- Information given -
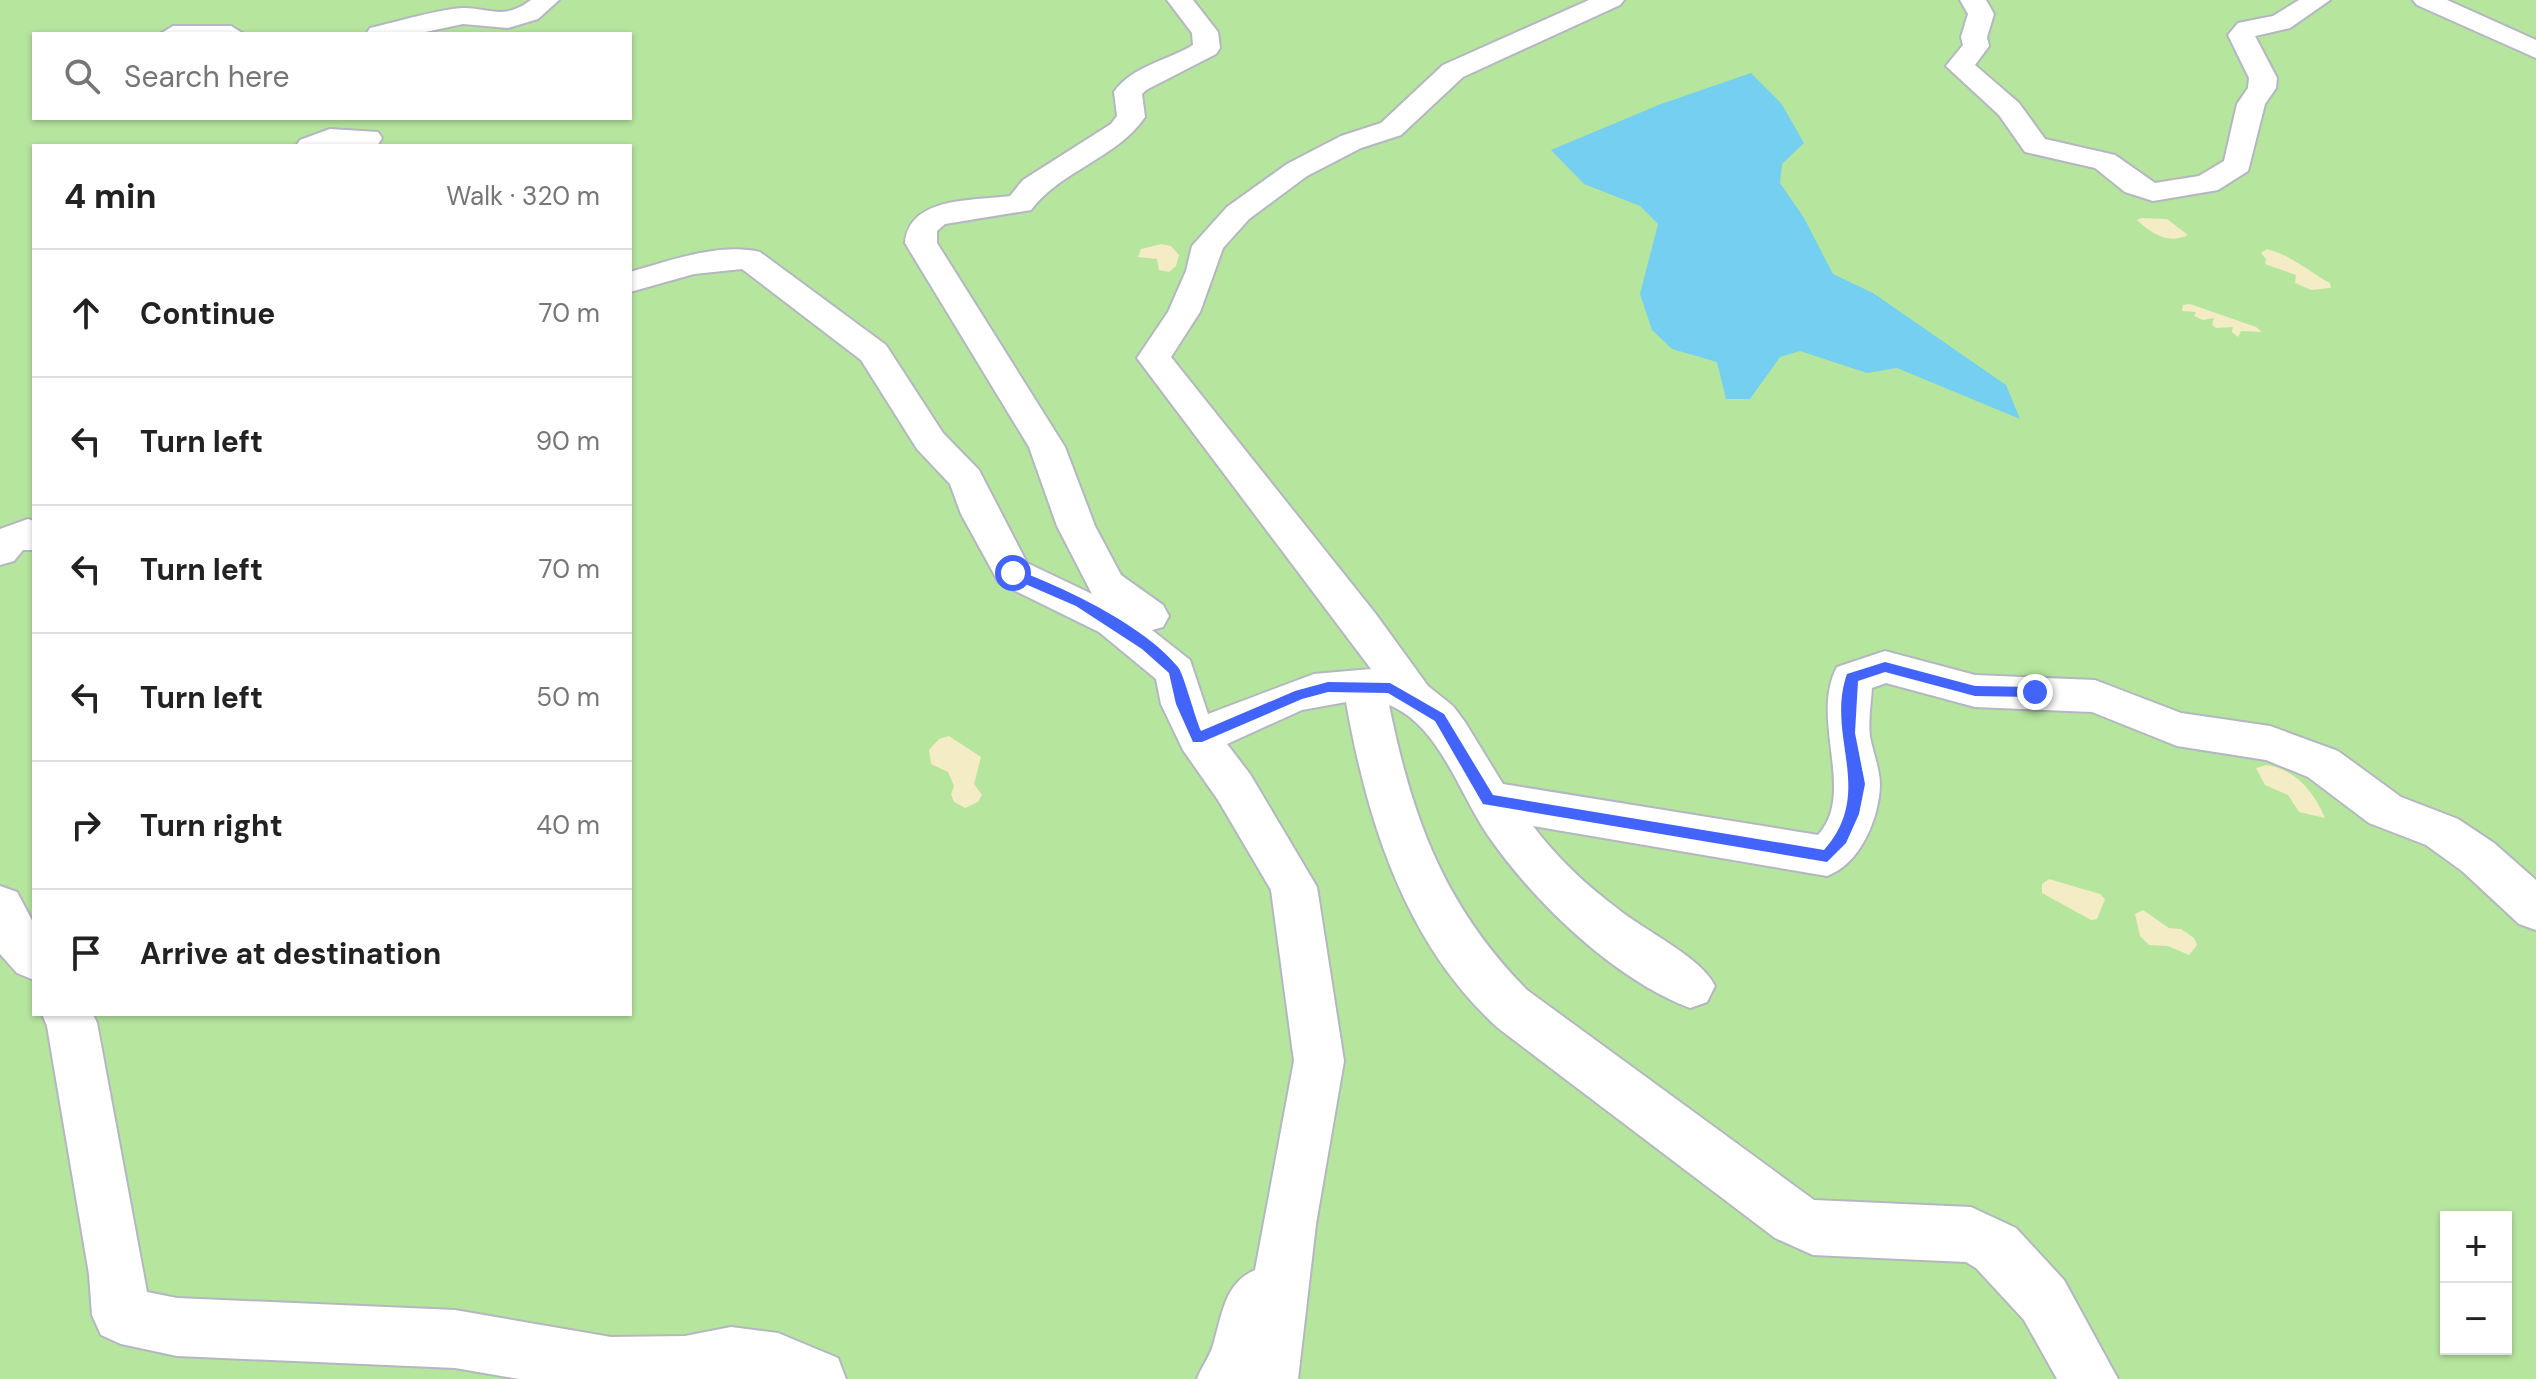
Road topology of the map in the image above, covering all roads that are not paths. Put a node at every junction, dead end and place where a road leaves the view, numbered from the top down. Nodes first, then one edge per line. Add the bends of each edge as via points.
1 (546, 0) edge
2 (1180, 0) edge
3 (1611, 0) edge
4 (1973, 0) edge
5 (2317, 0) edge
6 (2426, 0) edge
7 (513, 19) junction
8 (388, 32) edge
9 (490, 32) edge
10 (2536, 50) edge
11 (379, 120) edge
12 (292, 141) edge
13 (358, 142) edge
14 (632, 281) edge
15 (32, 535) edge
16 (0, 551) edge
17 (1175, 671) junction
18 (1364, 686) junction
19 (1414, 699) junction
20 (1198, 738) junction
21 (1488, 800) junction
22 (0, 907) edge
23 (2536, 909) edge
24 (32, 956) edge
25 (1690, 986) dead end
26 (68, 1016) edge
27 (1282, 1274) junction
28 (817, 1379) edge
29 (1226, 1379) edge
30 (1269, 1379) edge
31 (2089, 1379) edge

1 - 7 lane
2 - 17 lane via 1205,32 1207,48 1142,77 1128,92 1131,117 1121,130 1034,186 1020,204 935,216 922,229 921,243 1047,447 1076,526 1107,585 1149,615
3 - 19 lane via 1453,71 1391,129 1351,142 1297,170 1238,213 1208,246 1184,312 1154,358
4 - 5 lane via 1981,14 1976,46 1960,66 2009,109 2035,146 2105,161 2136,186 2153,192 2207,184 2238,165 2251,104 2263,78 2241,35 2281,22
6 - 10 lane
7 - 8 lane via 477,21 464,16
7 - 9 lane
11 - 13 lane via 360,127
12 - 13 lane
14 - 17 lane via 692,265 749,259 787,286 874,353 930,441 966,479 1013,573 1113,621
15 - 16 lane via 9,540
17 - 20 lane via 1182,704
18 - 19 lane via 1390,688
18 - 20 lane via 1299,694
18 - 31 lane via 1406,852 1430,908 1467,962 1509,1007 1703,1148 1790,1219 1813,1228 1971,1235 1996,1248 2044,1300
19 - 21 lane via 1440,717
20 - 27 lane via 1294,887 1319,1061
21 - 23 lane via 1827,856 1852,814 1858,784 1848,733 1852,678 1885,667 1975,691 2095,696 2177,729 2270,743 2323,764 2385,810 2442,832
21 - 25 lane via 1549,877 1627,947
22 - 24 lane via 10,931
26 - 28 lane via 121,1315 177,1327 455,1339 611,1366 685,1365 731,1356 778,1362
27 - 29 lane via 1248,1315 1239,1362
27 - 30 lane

- Exercise -
Set down all of the entries exactly as they stand, without any image.

- Output below -
Road topology of the map in the image above, covering all roads that are not paths. Put a node at every junction, dead end and place where a road leaves the view, numbered from the top down. Nodes first, then one edge per line. Add the bends of each edge as via points.
1 (546, 0) edge
2 (1180, 0) edge
3 (1611, 0) edge
4 (1973, 0) edge
5 (2317, 0) edge
6 (2426, 0) edge
7 (513, 19) junction
8 (388, 32) edge
9 (490, 32) edge
10 (2536, 50) edge
11 (379, 120) edge
12 (292, 141) edge
13 (358, 142) edge
14 (632, 281) edge
15 (32, 535) edge
16 (0, 551) edge
17 (1175, 671) junction
18 (1364, 686) junction
19 (1414, 699) junction
20 (1198, 738) junction
21 (1488, 800) junction
22 (0, 907) edge
23 (2536, 909) edge
24 (32, 956) edge
25 (1690, 986) dead end
26 (68, 1016) edge
27 (1282, 1274) junction
28 (817, 1379) edge
29 (1226, 1379) edge
30 (1269, 1379) edge
31 (2089, 1379) edge

1 - 7 lane
2 - 17 lane via 1205,32 1207,48 1142,77 1128,92 1131,117 1121,130 1034,186 1020,204 935,216 922,229 921,243 1047,447 1076,526 1107,585 1149,615
3 - 19 lane via 1453,71 1391,129 1351,142 1297,170 1238,213 1208,246 1184,312 1154,358
4 - 5 lane via 1981,14 1976,46 1960,66 2009,109 2035,146 2105,161 2136,186 2153,192 2207,184 2238,165 2251,104 2263,78 2241,35 2281,22
6 - 10 lane
7 - 8 lane via 477,21 464,16
7 - 9 lane
11 - 13 lane via 360,127
12 - 13 lane
14 - 17 lane via 692,265 749,259 787,286 874,353 930,441 966,479 1013,573 1113,621
15 - 16 lane via 9,540
17 - 20 lane via 1182,704
18 - 19 lane via 1390,688
18 - 20 lane via 1299,694
18 - 31 lane via 1406,852 1430,908 1467,962 1509,1007 1703,1148 1790,1219 1813,1228 1971,1235 1996,1248 2044,1300
19 - 21 lane via 1440,717
20 - 27 lane via 1294,887 1319,1061
21 - 23 lane via 1827,856 1852,814 1858,784 1848,733 1852,678 1885,667 1975,691 2095,696 2177,729 2270,743 2323,764 2385,810 2442,832
21 - 25 lane via 1549,877 1627,947
22 - 24 lane via 10,931
26 - 28 lane via 121,1315 177,1327 455,1339 611,1366 685,1365 731,1356 778,1362
27 - 29 lane via 1248,1315 1239,1362
27 - 30 lane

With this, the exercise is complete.